[Items from a data source]
⟨

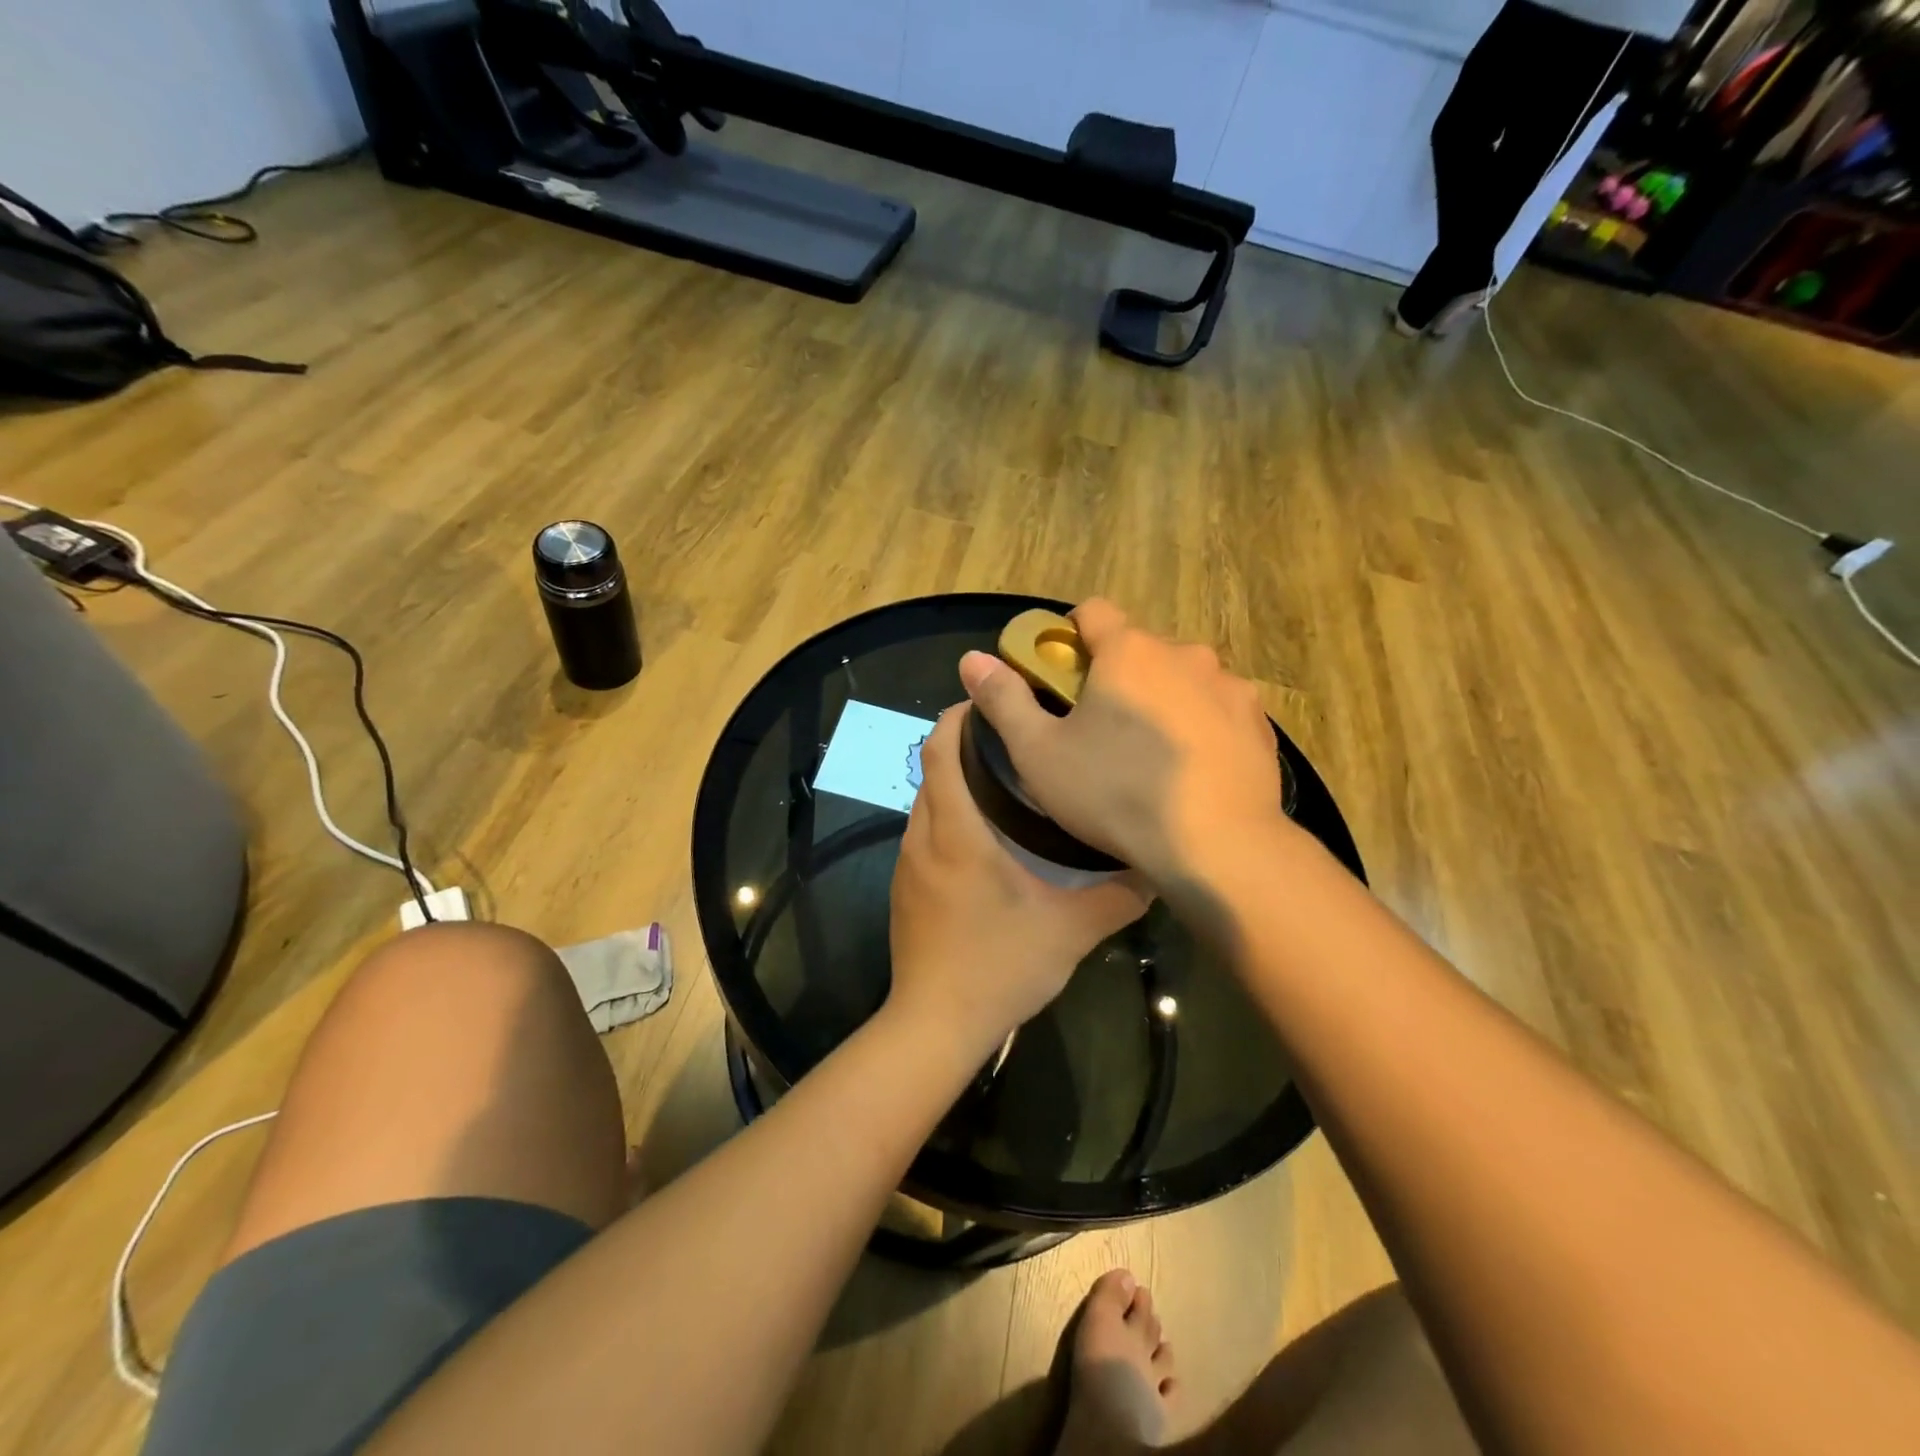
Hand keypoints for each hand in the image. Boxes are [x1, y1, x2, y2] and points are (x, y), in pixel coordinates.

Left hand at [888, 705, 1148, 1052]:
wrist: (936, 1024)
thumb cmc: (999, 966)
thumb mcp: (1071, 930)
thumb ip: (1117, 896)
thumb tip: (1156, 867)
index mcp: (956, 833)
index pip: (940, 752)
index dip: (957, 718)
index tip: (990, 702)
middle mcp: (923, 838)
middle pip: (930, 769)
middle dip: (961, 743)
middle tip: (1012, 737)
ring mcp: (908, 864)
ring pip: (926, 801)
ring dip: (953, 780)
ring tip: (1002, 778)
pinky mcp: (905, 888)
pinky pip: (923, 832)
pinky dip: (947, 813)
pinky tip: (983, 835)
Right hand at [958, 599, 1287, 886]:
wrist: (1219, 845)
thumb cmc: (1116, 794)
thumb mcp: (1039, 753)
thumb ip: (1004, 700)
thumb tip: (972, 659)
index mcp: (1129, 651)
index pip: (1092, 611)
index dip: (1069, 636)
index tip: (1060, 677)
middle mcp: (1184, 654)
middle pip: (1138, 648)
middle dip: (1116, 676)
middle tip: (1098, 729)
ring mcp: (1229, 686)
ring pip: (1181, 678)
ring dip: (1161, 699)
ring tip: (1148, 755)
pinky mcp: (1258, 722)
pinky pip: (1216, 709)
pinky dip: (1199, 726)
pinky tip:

⟩

EXERCISE —
Only the lines from the one that contains "thumb tip: (972, 659)" to the end of the data should be output, exactly as they appear.

TASK RESPONSE —
thumb tip: (972, 659)
index mcp: (1129, 651)
index pip: (1092, 611)
index dip: (1069, 636)
index tip: (1060, 677)
middle mcp: (1184, 654)
middle pip: (1138, 648)
middle dip: (1116, 676)
middle tip: (1098, 729)
ring mcp: (1229, 686)
ring pip: (1181, 678)
ring dip: (1161, 699)
ring tip: (1148, 755)
pinky mcp: (1258, 722)
pinky pip: (1216, 709)
pinky dip: (1199, 726)
pinky tip:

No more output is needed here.